I'm not one to sit back and let shit pass me by, lord knows where I get that from. Harry on the other hand couldn't be more different. You could come into his life and tear it apart piece by piece and leave him standing in the ruins, but he'd get right on the ground and start scooping up the remnants, forcing them back together and muttering urgent apologies while he cleaned up the mess.

"Don't you think it's best we just wait for him to come to us?" Mum asked, trying to save face. She doesn't have to say she's worried about the poor kid, I could see it in her eyes. Every time the floorboards would creak, she'd perk up, bright eyed and shiny smile, but it was always only the old house settling.

"Mum, I'm leaving in 5 days. I can't just leave not knowing if he'll be alright.

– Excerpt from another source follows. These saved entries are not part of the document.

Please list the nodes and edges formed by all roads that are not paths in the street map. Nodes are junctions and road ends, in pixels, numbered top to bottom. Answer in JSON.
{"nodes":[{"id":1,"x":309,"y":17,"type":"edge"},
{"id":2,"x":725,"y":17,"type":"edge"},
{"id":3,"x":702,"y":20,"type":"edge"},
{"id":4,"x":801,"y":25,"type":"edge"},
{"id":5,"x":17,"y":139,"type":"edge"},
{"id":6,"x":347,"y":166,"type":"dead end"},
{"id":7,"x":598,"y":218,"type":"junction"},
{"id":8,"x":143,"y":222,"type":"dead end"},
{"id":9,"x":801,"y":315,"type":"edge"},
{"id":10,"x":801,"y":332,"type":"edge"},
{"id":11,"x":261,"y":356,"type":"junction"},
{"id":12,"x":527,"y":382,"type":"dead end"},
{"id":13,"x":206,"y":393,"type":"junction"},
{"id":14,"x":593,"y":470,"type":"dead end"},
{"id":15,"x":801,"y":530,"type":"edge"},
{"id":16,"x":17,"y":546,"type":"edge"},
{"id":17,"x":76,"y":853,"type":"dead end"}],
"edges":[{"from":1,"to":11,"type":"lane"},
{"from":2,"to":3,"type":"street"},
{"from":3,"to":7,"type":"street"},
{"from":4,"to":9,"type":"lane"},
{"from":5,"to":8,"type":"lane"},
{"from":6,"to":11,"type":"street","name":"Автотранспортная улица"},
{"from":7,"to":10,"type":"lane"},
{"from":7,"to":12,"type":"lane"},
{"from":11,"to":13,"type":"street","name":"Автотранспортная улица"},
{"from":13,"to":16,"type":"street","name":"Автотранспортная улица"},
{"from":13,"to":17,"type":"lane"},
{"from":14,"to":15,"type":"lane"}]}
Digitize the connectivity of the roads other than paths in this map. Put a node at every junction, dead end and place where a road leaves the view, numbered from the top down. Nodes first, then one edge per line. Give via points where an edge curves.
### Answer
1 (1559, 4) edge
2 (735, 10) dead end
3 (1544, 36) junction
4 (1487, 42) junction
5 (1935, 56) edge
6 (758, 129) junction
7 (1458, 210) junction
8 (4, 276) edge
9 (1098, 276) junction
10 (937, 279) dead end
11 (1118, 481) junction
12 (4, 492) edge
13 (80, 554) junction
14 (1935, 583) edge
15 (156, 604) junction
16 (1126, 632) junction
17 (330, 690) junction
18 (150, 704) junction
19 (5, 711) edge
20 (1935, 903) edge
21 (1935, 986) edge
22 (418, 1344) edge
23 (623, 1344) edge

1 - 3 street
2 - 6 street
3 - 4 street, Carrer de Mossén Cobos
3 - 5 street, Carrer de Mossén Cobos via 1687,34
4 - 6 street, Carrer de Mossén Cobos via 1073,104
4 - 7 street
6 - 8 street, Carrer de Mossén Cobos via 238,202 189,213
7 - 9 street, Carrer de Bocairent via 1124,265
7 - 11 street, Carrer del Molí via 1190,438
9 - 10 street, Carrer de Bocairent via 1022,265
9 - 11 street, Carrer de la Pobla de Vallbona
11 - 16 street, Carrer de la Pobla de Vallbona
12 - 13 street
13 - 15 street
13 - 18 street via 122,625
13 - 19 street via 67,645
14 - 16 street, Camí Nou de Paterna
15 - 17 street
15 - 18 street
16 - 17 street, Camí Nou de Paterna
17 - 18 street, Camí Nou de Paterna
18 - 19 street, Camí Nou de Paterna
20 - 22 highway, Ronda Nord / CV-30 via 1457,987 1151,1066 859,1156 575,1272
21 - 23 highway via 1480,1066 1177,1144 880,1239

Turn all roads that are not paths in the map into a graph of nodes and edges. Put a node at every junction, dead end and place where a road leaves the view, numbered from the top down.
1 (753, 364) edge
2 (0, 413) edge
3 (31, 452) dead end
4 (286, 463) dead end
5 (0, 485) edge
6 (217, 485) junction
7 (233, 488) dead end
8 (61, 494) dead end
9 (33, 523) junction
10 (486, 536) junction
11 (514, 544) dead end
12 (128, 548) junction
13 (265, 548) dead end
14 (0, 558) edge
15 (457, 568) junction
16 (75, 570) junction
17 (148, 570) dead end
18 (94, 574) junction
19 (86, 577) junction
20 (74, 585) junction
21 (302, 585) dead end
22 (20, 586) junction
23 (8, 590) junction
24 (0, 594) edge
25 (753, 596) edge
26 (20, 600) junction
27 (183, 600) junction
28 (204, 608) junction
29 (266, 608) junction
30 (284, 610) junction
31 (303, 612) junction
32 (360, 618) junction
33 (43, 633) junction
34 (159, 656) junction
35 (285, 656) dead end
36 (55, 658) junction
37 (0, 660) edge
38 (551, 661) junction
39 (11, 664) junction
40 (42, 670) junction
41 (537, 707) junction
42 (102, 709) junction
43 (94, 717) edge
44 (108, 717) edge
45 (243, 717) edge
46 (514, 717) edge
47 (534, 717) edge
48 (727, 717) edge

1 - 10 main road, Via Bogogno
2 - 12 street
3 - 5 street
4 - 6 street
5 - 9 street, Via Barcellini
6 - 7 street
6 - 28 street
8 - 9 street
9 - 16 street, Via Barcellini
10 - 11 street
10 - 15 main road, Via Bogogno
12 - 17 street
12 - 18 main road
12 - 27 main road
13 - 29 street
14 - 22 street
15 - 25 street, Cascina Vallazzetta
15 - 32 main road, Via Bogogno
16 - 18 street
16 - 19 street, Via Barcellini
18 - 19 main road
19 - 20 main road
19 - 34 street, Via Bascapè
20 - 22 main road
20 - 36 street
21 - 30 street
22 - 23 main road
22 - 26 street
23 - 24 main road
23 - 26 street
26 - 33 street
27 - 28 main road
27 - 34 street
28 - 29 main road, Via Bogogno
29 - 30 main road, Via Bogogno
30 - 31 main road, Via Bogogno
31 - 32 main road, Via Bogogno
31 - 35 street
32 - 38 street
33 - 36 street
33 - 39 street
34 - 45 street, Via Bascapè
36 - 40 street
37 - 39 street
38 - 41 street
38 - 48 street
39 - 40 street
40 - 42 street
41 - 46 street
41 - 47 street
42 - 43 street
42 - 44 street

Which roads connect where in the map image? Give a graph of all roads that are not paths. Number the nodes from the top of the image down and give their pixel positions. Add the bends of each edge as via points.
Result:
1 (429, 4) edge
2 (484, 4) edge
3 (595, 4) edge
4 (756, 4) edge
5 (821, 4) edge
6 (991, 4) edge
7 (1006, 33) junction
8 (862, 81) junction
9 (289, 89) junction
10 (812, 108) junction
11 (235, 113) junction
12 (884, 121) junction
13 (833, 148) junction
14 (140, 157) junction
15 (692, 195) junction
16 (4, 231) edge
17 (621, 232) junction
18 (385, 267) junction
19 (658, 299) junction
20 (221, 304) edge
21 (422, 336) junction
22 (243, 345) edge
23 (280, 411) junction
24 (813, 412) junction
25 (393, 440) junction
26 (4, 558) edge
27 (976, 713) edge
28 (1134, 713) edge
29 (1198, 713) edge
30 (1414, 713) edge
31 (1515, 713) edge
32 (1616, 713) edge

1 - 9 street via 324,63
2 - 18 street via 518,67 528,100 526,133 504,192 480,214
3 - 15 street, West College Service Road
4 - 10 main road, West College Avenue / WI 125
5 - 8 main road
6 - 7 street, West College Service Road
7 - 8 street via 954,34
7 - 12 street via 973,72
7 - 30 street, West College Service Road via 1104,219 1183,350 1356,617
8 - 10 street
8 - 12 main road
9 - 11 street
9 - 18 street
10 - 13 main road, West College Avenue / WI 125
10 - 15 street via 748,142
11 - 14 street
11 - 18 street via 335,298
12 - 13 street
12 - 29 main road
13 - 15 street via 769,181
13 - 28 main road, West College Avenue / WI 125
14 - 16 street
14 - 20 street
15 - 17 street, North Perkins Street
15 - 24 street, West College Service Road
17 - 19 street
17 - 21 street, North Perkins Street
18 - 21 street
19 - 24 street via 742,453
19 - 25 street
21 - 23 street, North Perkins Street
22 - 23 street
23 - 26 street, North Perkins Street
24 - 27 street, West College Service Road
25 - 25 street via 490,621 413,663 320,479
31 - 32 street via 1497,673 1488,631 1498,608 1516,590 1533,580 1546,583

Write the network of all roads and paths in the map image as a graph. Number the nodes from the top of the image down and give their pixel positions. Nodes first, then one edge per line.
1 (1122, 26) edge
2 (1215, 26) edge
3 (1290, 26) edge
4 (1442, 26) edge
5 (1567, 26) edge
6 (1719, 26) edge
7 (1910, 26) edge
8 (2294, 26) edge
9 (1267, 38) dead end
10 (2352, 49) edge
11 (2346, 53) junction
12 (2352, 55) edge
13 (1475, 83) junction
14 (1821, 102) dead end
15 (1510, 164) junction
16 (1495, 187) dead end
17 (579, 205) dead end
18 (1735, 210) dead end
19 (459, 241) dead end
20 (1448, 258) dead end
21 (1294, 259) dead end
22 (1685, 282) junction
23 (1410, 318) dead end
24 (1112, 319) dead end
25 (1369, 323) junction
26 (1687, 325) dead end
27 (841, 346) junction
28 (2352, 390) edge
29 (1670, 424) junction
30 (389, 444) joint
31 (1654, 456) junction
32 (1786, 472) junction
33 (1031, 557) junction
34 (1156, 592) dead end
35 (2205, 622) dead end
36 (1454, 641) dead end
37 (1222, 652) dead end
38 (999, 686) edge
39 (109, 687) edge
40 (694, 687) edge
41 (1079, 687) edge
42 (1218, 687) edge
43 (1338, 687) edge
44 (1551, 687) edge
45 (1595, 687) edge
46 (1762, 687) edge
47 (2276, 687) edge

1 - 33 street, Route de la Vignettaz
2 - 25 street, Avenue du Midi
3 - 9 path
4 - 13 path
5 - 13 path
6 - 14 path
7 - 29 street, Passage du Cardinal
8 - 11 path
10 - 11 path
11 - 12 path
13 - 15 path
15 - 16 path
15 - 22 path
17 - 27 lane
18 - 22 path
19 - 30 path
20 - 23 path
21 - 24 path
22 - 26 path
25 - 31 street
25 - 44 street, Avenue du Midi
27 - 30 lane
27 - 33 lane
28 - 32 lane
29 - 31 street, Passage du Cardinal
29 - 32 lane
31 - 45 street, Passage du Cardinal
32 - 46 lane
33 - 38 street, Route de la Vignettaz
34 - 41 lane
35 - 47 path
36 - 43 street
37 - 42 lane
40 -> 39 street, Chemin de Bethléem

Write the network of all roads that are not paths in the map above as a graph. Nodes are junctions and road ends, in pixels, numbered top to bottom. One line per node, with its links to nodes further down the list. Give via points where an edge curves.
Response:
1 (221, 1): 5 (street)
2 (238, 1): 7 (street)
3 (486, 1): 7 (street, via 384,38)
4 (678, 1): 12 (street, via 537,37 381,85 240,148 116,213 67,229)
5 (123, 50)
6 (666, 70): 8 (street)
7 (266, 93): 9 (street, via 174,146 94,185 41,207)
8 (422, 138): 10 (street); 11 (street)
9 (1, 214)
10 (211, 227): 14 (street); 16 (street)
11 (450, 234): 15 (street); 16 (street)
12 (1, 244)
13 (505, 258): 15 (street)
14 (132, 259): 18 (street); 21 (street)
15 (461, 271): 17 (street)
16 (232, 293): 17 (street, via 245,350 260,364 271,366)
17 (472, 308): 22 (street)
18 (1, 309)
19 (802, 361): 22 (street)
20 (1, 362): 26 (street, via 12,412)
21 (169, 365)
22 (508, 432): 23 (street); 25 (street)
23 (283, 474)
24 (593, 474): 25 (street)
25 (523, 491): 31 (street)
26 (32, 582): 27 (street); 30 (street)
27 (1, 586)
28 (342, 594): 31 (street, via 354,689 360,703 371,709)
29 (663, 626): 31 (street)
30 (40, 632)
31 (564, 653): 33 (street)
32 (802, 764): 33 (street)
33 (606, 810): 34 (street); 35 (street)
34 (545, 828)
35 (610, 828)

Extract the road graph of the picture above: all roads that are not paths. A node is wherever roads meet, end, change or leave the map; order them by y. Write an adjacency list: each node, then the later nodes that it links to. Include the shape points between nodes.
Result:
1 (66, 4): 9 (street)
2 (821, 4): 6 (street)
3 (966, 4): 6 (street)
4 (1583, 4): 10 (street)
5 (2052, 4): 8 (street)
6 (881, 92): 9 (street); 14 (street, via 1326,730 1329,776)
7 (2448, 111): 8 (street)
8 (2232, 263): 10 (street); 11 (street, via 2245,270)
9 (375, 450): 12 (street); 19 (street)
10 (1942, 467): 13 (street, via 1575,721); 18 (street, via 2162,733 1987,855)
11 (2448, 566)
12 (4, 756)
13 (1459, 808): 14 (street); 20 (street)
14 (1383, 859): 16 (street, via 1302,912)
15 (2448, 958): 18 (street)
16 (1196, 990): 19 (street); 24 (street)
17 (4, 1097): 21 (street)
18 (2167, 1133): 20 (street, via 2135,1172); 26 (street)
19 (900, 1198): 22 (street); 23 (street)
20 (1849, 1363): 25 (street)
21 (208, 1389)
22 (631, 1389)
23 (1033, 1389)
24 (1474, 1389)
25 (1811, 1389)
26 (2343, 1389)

This isn't normal."

"Nothing about that relationship was normal," she sighed exasperatedly, the worry lines between her brows creasing together. I didn't know Louis much, just knew he had a big and chaotic family, and he's got a smart mouth.

But what I also know is Harry loved that smart mouthed asshole. He loved him in the best way his 16-year-old heart knew how, and it pains me to see it all go away from the both of them. I watched as Louis wept into his mother's arms the way Harry did to us, but Louis was much, much worse.